(Dataset entries)
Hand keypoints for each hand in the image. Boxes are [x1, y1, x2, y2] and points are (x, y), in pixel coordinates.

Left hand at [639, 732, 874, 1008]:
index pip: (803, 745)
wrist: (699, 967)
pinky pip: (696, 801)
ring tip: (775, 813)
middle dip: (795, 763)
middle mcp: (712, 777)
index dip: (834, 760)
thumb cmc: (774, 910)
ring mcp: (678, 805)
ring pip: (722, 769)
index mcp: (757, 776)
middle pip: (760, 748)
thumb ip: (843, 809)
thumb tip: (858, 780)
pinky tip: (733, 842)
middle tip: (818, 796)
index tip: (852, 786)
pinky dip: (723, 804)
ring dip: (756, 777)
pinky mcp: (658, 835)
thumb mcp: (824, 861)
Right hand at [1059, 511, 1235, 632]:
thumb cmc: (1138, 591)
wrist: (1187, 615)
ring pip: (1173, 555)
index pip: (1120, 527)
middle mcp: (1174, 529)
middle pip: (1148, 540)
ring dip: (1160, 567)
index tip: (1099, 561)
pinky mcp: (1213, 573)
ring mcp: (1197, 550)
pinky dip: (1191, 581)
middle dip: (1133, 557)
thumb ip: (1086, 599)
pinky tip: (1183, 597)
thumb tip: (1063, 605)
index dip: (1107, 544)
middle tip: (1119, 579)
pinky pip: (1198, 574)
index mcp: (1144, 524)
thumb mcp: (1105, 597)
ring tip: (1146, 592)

### TASK INSTRUCTIONS
Give again, exactly, every line from the one holding "thumb cmc: (774, 910)" to the last line of the data.

### ANSWER FOR THE TASK
thumb cmc: (774, 910)
ring mcp: (678, 805)
ring pip: (722, 769)
index mcp: (757, 776)
middle pip: (760, 748)
thumb ip: (843, 809)
thumb tip: (858, 780)
pinky tip: (733, 842)
middle tip: (818, 796)
index tip: (852, 786)
pinky dip: (723, 804)
ring dip: (756, 777)
pinky mcp: (658, 835)
thumb mcp: (824, 861)
Right hand at [1059, 511, 1235, 632]:
thumb cmc: (1138, 591)
wrist: (1187, 615)
ring pip: (1173, 555)
index pip: (1120, 527)
middle mcp: (1174, 529)
middle pip: (1148, 540)
ring dip: (1160, 567)
index tip: (1099, 561)
pinky mcp: (1213, 573)
ring mcp: (1197, 550)
pinky dip: (1191, 581)
middle dip: (1133, 557)
thumb ip: (1086, 599)
pinky tip: (1183, 597)
thumb tip: (1063, 605)
index dip: (1107, 544)
middle tip: (1119, 579)
pinky pip: (1198, 574)
index mcp: (1144, 524)
thumb mcp: (1105, 597)
ring tip: (1146, 592)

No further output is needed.